My goal is to deliver the best content to any Verblio client I write for, so it’s not unusual to find me reading a lot, no matter what time of day it is. When I’m not writing, I read anything and everything (I know; how can anybody read everything?). I read works from every political persuasion and on various technical topics.
I haven’t yet graduated to reading car manuals yet, so there’s still hope for me (my apologies to all car mechanics out there).
6. What is one thing about you that we might find surprising?
I write many technical articles on Verblio, and in public, I’m usually pretty reserved (people with less tact would say that I was boring).

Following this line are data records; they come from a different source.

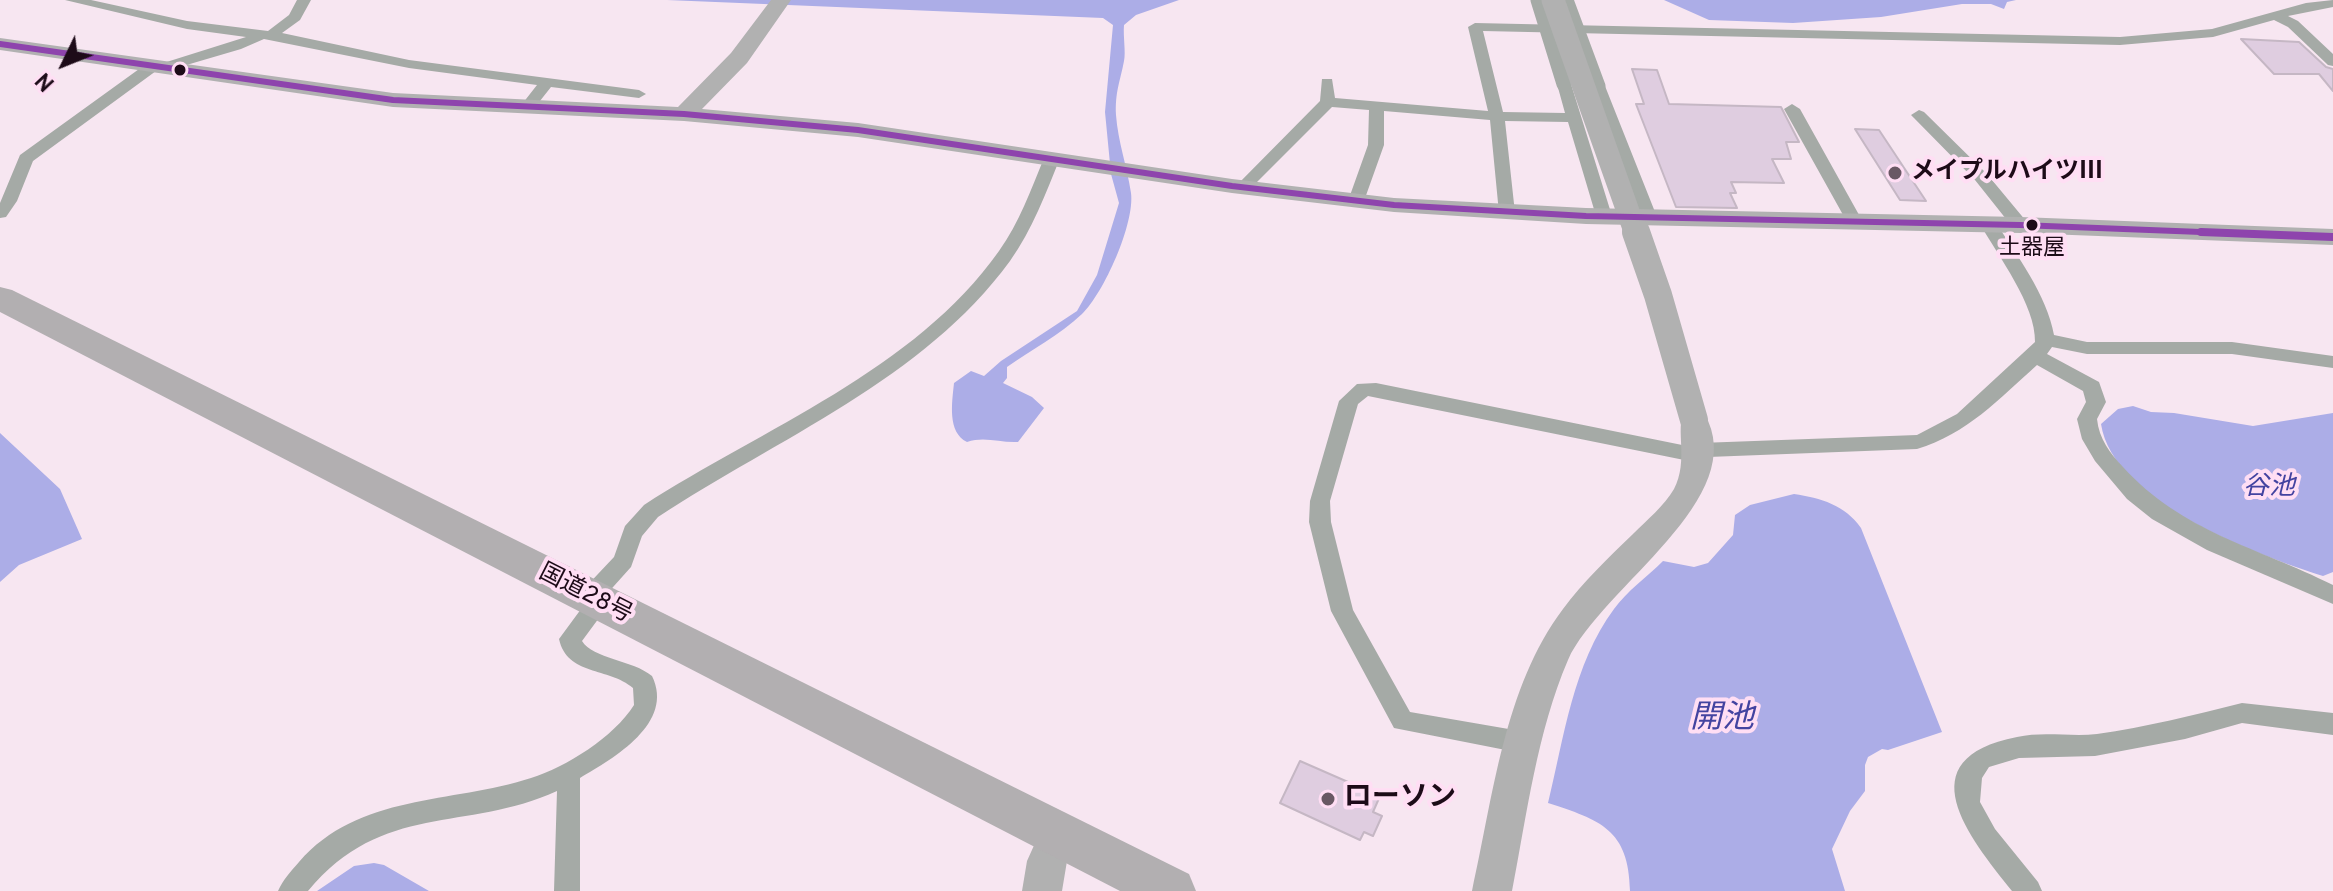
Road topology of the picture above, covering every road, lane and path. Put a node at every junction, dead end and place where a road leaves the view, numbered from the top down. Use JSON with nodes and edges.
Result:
{"nodes":[{"id":1,"x":72,"y":0,"type":"edge"},
{"id":2,"x":304,"y":0,"type":"edge"},
{"id":3,"x":1538,"y":0,"type":"edge"},
{"id":4,"x":1553,"y":0,"type":"edge"},
{"id":5,"x":1566,"y":0,"type":"edge"},
{"id":6,"x":780,"y":3,"type":"edge"},
{"id":7,"x":2333,"y":3,"type":"edge"},
{"id":8,"x":2277,"y":16,"type":"junction"},
{"id":9,"x":265,"y":36,"type":"junction"},
{"id":10,"x":0,"y":44,"type":"edge"},
{"id":11,"x":2333,"y":62,"type":"edge"},
{"id":12,"x":156,"y":68,"type":"junction"},
{"id":13,"x":547,"y":82,"type":"junction"},
{"id":14,"x":1327,"y":82,"type":"dead end"},
{"id":15,"x":639,"y":94,"type":"dead end"},
{"id":16,"x":1328,"y":102,"type":"junction"},
{"id":17,"x":1377,"y":107,"type":"junction"},
{"id":18,"x":527,"y":108,"type":"junction"},
{"id":19,"x":1792,"y":109,"type":"dead end"},
{"id":20,"x":684,"y":114,"type":"junction"},
{"id":21,"x":1919,"y":115,"type":"dead end"},
{"id":22,"x":1497,"y":116,"type":"junction"},
{"id":23,"x":1574,"y":118,"type":"junction"},
{"id":24,"x":1052,"y":158,"type":"junction"},
{"id":25,"x":1243,"y":187,"type":"junction"},
{"id":26,"x":1356,"y":201,"type":"junction"},
{"id":27,"x":0,"y":213,"type":"edge"},
{"id":28,"x":1507,"y":213,"type":"junction"},
{"id":29,"x":1604,"y":216,"type":"junction"},
{"id":30,"x":1649,"y":217,"type":"junction"},
{"id":31,"x":1855,"y":222,"type":"junction"},
{"id":32,"x":1988,"y":224,"type":"junction"},
{"id":33,"x":2020,"y":225,"type":"junction"},
{"id":34,"x":2333,"y":237,"type":"edge"},
{"id":35,"x":0,"y":298,"type":"edge"},
{"id":36,"x":2040,"y":348,"type":"junction"},
{"id":37,"x":2333,"y":362,"type":"edge"},
{"id":38,"x":1698,"y":442,"type":"junction"},
{"id":39,"x":2333,"y":595,"type":"edge"},
{"id":40,"x":594,"y":600,"type":"junction"},
{"id":41,"x":2333,"y":724,"type":"edge"},
{"id":42,"x":1526,"y":743,"type":"junction"},
{"id":43,"x":567,"y":773,"type":"junction"},
{"id":44,"x":1059,"y":834,"type":"junction"},
{"id":45,"x":291,"y":891,"type":"edge"},
{"id":46,"x":567,"y":891,"type":"edge"},
{"id":47,"x":1042,"y":891,"type":"edge"},
{"id":48,"x":1171,"y":891,"type":"edge"},
{"id":49,"x":1492,"y":891,"type":"edge"},
{"id":50,"x":2029,"y":891,"type":"edge"}],
"edges":[{"from":1,"to":9,"type":"street"},
{"from":2,"to":9,"type":"street"},
{"from":3,"to":23,"type":"street","bridge":true},
{"from":4,"to":38,"type":"street","bridge":true},
{"from":5,"to":30,"type":"street","bridge":true},
{"from":6,"to":20,"type":"street"},
{"from":7,"to":8,"type":"street"},
{"from":8,"to":11,"type":"street"},
{"from":8,"to":22,"type":"street"},
{"from":9,"to":12,"type":"street"},
{"from":9,"to":13,"type":"street"},
{"from":10,"to":12,"type":"street"},
{"from":12,"to":18,"type":"street"},
{"from":12,"to":27,"type":"street"},
{"from":13,"to":15,"type":"street"},
{"from":13,"to":18,"type":"street"},
{"from":14,"to":16,"type":"street"},
{"from":16,"to":17,"type":"street"},
{"from":16,"to":25,"type":"street"},
{"from":17,"to":22,"type":"street"},
{"from":17,"to":26,"type":"street"},
{"from":18,"to":20,"type":"street"},
{"from":19,"to":31,"type":"street"},
{"from":20,"to":24,"type":"street"},
{"from":21,"to":33,"type":"street"},
{"from":22,"to":23,"type":"street"},
{"from":22,"to":28,"type":"street"},
{"from":23,"to":29,"type":"street"},
{"from":24,"to":25,"type":"street"},
{"from":24,"to":40,"type":"street"},
{"from":25,"to":26,"type":"street"},
{"from":26,"to":28,"type":"street"},
{"from":28,"to":29,"type":"street"},
{"from":29,"to":30,"type":"street"},
{"from":30,"to":31,"type":"street"},
{"from":31,"to":32,"type":"street"},
{"from":32,"to":33,"type":"street"},
{"from":32,"to":36,"type":"street"},
{"from":33,"to":34,"type":"street"},
{"from":35,"to":40,"type":"highway","name":"国道28号"},
{"from":36,"to":37,"type":"street"},
{"from":36,"to":38,"type":"street"},
{"from":36,"to":39,"type":"street"},
{"from":38,"to":42,"type":"street"},
{"from":38,"to":42,"type":"street"},
{"from":40,"to":43,"type":"street"},
{"from":40,"to":44,"type":"highway","name":"国道28号"},
{"from":41,"to":50,"type":"street"},
{"from":42,"to":49,"type":"street"},
{"from":43,"to":45,"type":"street"},
{"from":43,"to":46,"type":"street"},
{"from":44,"to":47,"type":"street"},
{"from":44,"to":48,"type":"highway","name":"国道28号"}]}
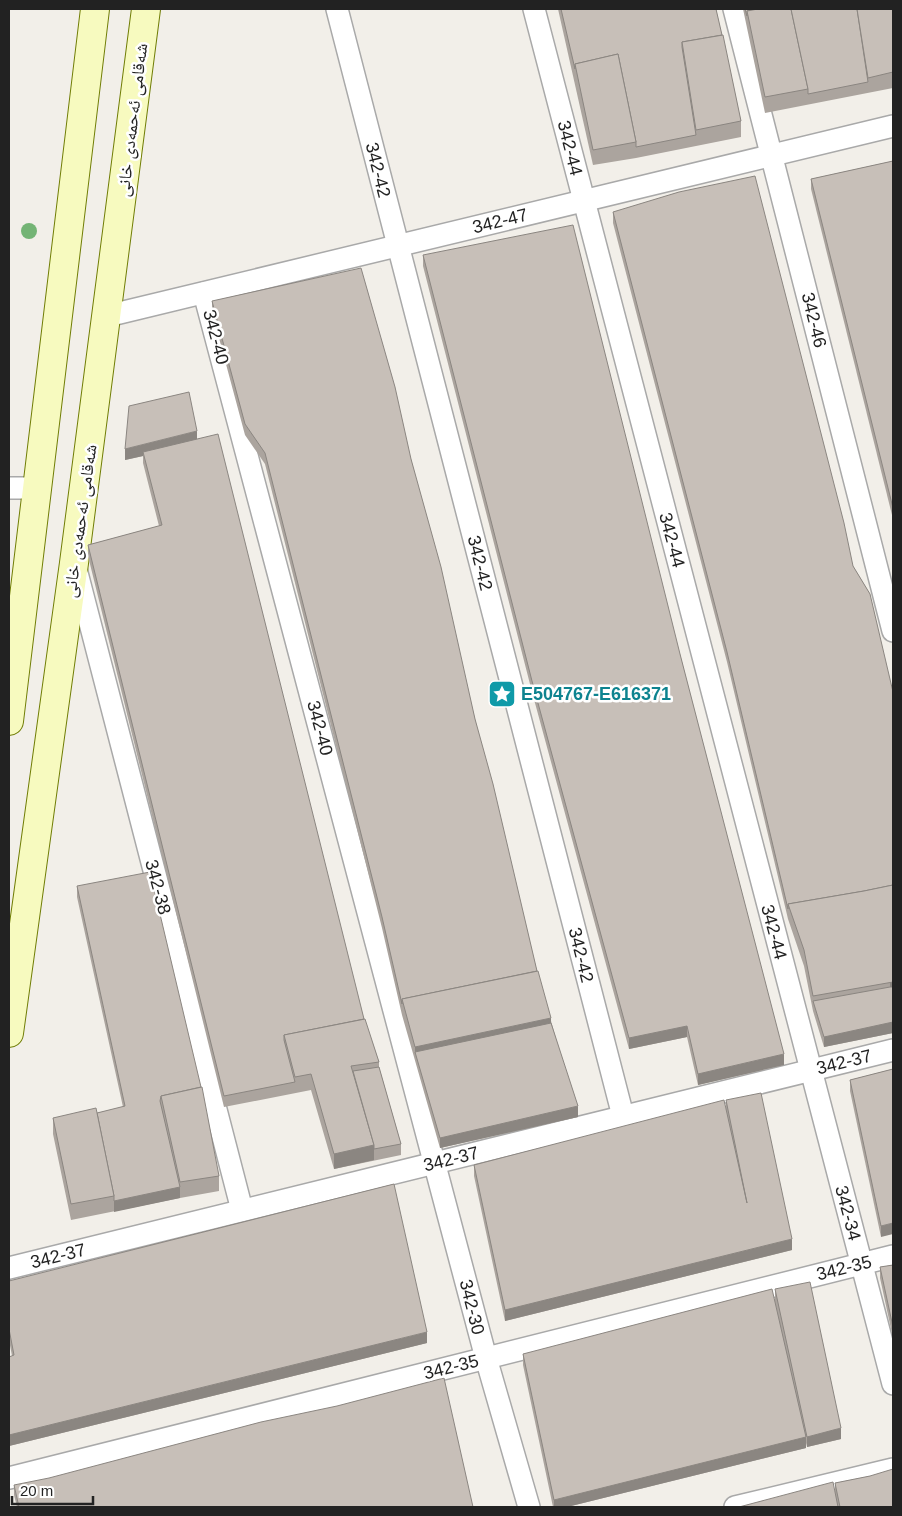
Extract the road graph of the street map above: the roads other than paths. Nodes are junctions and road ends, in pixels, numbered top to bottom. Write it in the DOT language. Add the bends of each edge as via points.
graph roads {
  1 [pos="95,9"];
  2 [pos="146,9"];
  3 [pos="337,9"];
  4 [pos="534,9"];
  5 [pos="734,9"];
  6 [pos="893,126"];
  7 [pos="772,155"];
  8 [pos="584,200"];
  9 [pos="398,246"];
  10 [pos="204,294"];
  11 [pos="106,316"];
  12 [pos="9,488"];
  13 [pos="37,488"];
  14 [pos="74,563"];
  15 [pos="893,632"];
  16 [pos="9,721"];
  17 [pos="9,1027"];
  18 [pos="893,1050"];
  19 [pos="810,1070"];
  20 [pos="623,1116"];
  21 [pos="435,1163"];
  22 [pos="242,1210"];
  23 [pos="893,1256"];
  24 [pos="861,1264"];
  25 [pos="9,1268"];
  26 [pos="486,1358"];
  27 [pos="893,1384"];
  28 [pos="893,1469"];
  29 [pos="9,1478"];
  30 [pos="529,1507"];
  31 [pos="735,1507"];
  1 -- 13 [label="main road"];
  2 -- 11 [label="main road, شەقامی ئەحمەدی خانی"];
  3 -- 9 [label="street, 342-42"];
  4 -- 8 [label="street, 342-44"];
  5 -- 7 [label="street, 342-46"];
  6 -- 7 [label="street, 342-47"];
  7 -- 8 [label="street, 342-47"];
  7 -- 15 [label="street, 342-46"];
  8 -- 9 [label="street, 342-47"];
  8 -- 19 [label="street, 342-44"];
  9 -- 10 [label="street, 342-47"];
  9 -- 20 [label="street, 342-42"];
  10 -- 11 [label="street, 342-47"];
  10 -- 21 [label="street, 342-40"];
  11 -- 14 [label="main road, شەقامی ئەحمەدی خانی"];
  12 -- 13 [label="street"];
  13 -- 16 [label="main road"];
  14 -- 17 [label="main road, شەقامی ئەحمەدی خانی"];
  14 -- 22 [label="street, 342-38"];
  18 -- 19 [label="street, 342-37"];
  19 -- 20 [label="street, 342-37"];
  19 -- 24 [label="street, 342-34"];
  20 -- 21 [label="street, 342-37"];
  21 -- 22 [label="street, 342-37"];
  21 -- 26 [label="street, 342-30"];
  22 -- 25 [label="street, 342-37"];
  23 -- 24 [label="street, 342-35"];
  24 -- 26 [label="street, 342-35"];
  24 -- 27 [label="street, 342-34"];
  26 -- 29 [label="street, 342-35"];
  26 -- 30 [label="street, 342-30"];
  28 -- 31 [label="street"];
}
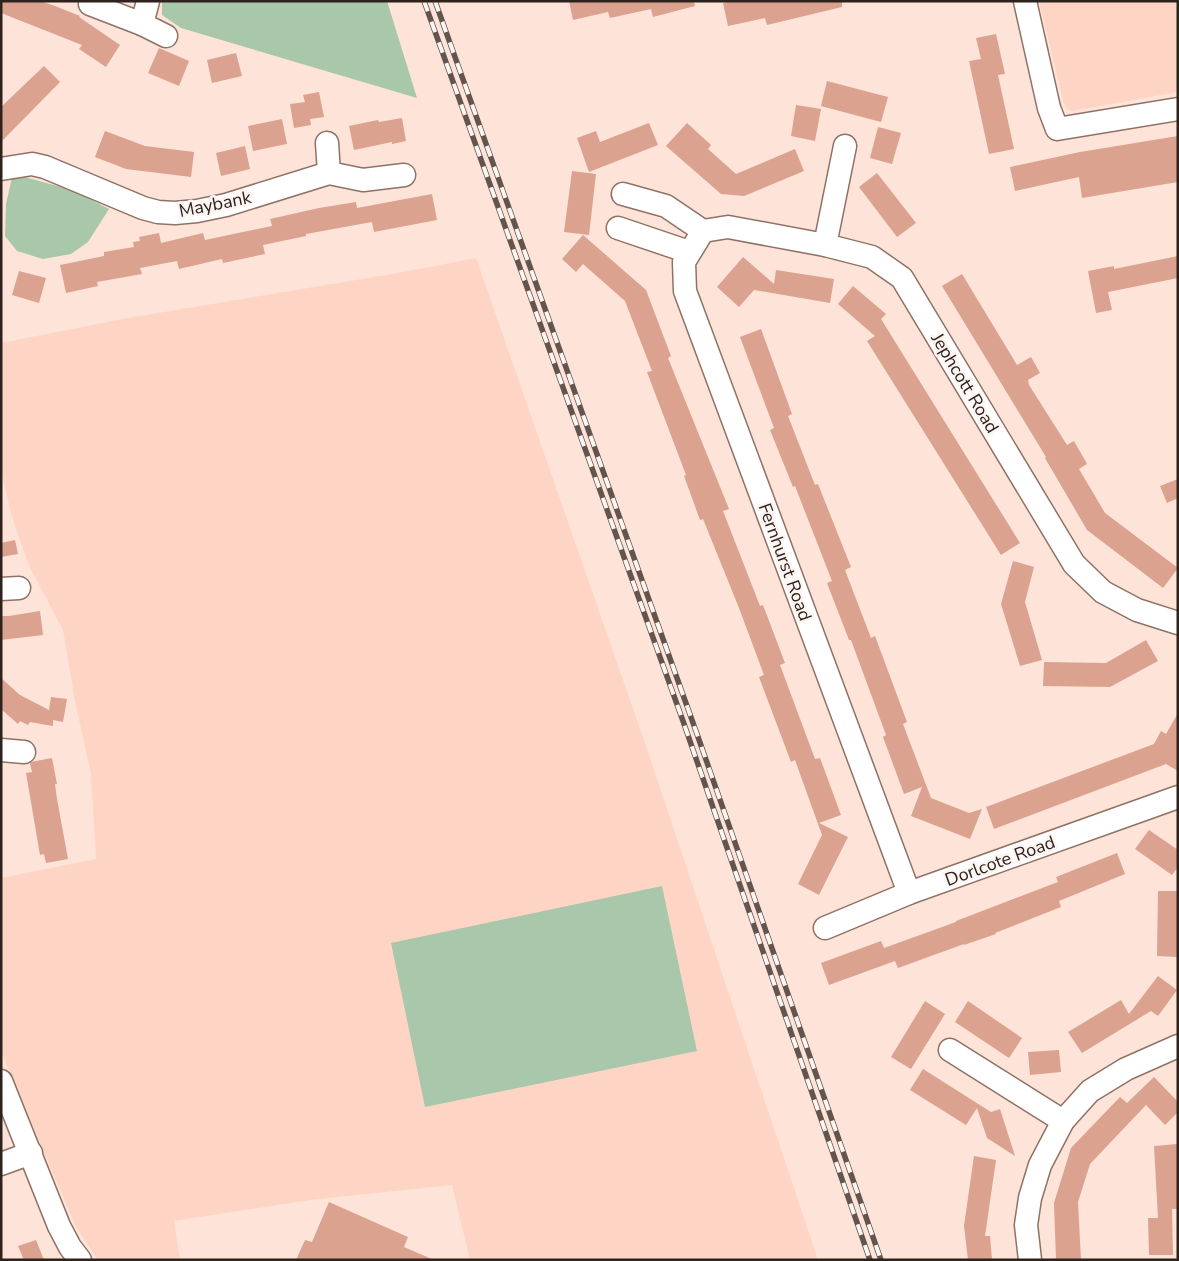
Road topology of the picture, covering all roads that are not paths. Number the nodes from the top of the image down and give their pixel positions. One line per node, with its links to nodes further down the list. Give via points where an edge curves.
1 (148, 1): 4 (street)
2 (1025, 1): 6 (street, via 1048,108 1057,129)
3 (90, 4): 4 (street)
4 (142, 24): 5 (street)
5 (166, 36)
6 (1178, 108)
7 (327, 143): 10 (street)
8 (845, 146): 15 (street)
9 (1, 169): 10 (street, Maybank, via 32,164 45,167 143,208 176,213 226,205)
10 (329, 173): 11 (street, Maybank, via 363,180)
11 (404, 175)
12 (623, 194): 14 (street, via 666,206)
13 (618, 228): 16 (street)
14 (702, 231): 15 (street, Jephcott Road, via 728,227); 16 (street, Fernhurst Road)
15 (825, 245): 17 (street, Jephcott Road, via 872,257 902,278 1074,564 1103,592 1137,610)
16 (689, 252): 21 (street, Fernhurst Road, via 684,262 685,292)
17 (1178, 624)
18 (1, 750): 19 (street)
19 (24, 752)
20 (1178, 797): 21 (street, Dorlcote Road)
21 (909, 893): 22 (street, Dorlcote Road)
22 (825, 928)
23 (1178, 1046): 26 (street, via 1126,1068 1090,1091)
24 (950, 1050): 26 (street)
25 (1, 1081): 27 (street)
26 (1063, 1121): 30 (street, via 1040,1166 1030,1198 1026,1225)
27 (31, 1153): 28 (street); 29 (street, via 59,1226)
28 (1, 1164)
29 (80, 1260)
30 (1030, 1260)

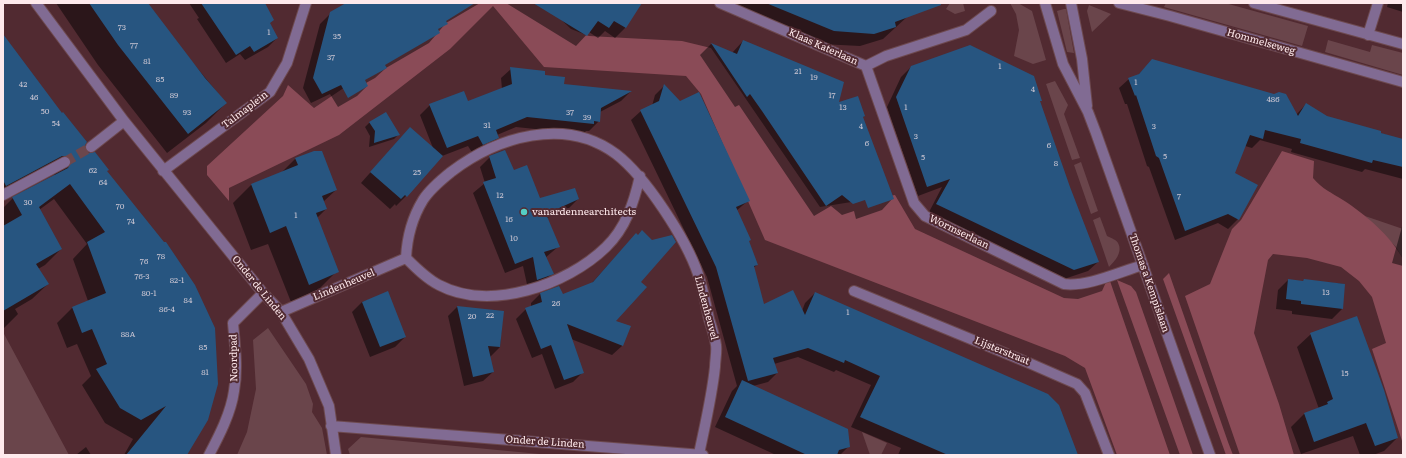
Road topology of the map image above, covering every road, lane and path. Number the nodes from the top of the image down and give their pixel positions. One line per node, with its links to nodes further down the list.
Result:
1 (36, 3): 16 (street, Onder de Linden)
2 (306, 3): 19 (street, Talmaplein)
3 (720, 3): 13 (street, Klaas Katerlaan)
4 (1045, 3): 15 (street, Thomas a Kempislaan)
5 (1071, 3): 15 (street, Thomas a Kempislaan)
6 (1119, 3): 14 (street, Hommelseweg)
7 (1254, 3): 9 (street)
8 (1378, 3): 11 (street)
9 (1284, 7): 11 (street)
10 (991, 11): 13 (street, Klaas Katerlaan)
11 (1368, 34): 12 (street)
12 (1403, 44)
13 (866, 66): 23 (street, Wormserlaan)
14 (1403, 82)
15 (1088, 112): 23 (street, Thomas a Kempislaan)
16 (124, 121): 17 (street); 19 (street, Onder de Linden)
17 (91, 147)
18 (65, 162): 21 (street)
19 (163, 171): 25 (street, Onder de Linden)
20 (640, 176): 22 (street); 22 (street, Lindenheuvel); 31 (street, Lindenheuvel)
21 (3, 195)
22 (406, 258): 26 (street, Lindenheuvel)
23 (1143, 265): 33 (street, Thomas a Kempislaan)
24 (854, 290): 32 (street, Lijsterstraat)
25 (263, 293): 26 (street, Onder de Linden); 29 (street, Noordpad)
26 (281, 312): 27 (street, Onder de Linden)
27 (331, 426): 28 (street, Onder de Linden); 30 (street)
28 (666, 453): 31 (street, Onder de Linden)
29 (209, 455)
30 (336, 455)
31 (701, 455)
32 (1109, 455)
33 (1210, 455)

However, I have one guilty pleasure: I like playing the piano, and I’ve been known to play the latest Star Wars or other movie theme at high volume (I have patient neighbors).
At present, one of my favorite movie themes is the “Imperial Suite” from Rogue One. When I play it, I like to imagine that Director Orson Krennic has just landed on Earth and is making his way to the United Nations. Of course, he would be flanked by columns of Imperial Forces, all bent on exerting the will of the director over the peaceful nations of Earth.
(Image courtesy of InaFarAwayGalaxy.com)
7. What is the weirdest subject that you’ve ever written about on Verblio?
I think the strangest thing I’ve ever written about was an article about exotic mounts. Although hunting is a big deal in my state, I don’t personally know anyone who collects exotic mounts. In terms of exotic mounts, I’m talking about Arabian oryxes, African Cape buffalo, plus African rhinoceros and crocodile. Think big and dangerous.
Behold, the African Cape buffalo.
I also learned that the U.S. Fish & Wildlife Service green-lighted the breeding of exotic animals to support the demand for exotic mounts. True, the U.S. Fish & Wildlife Service does protect endangered species, and these animals cannot be hunted without repercussions. However, exotic animals that are not endangered are fair game; the rationale is that continued breeding of these animals prevents them from becoming extinct. Interesting.
That said, the article was a fantastic adventure in broadening my horizons and an exercise in testing my natural curiosity. I learned that I could hunt these exotic creatures at ranches in Texas and Florida and then turn them into mounts that can frighten small children into finishing their peas. Not bad for a day’s work!
Thanks so much to Shireen Stephenson for being such a fantastic member of our writer community. It has been wonderful working with you, and I’m excited to see what you’ll write about next!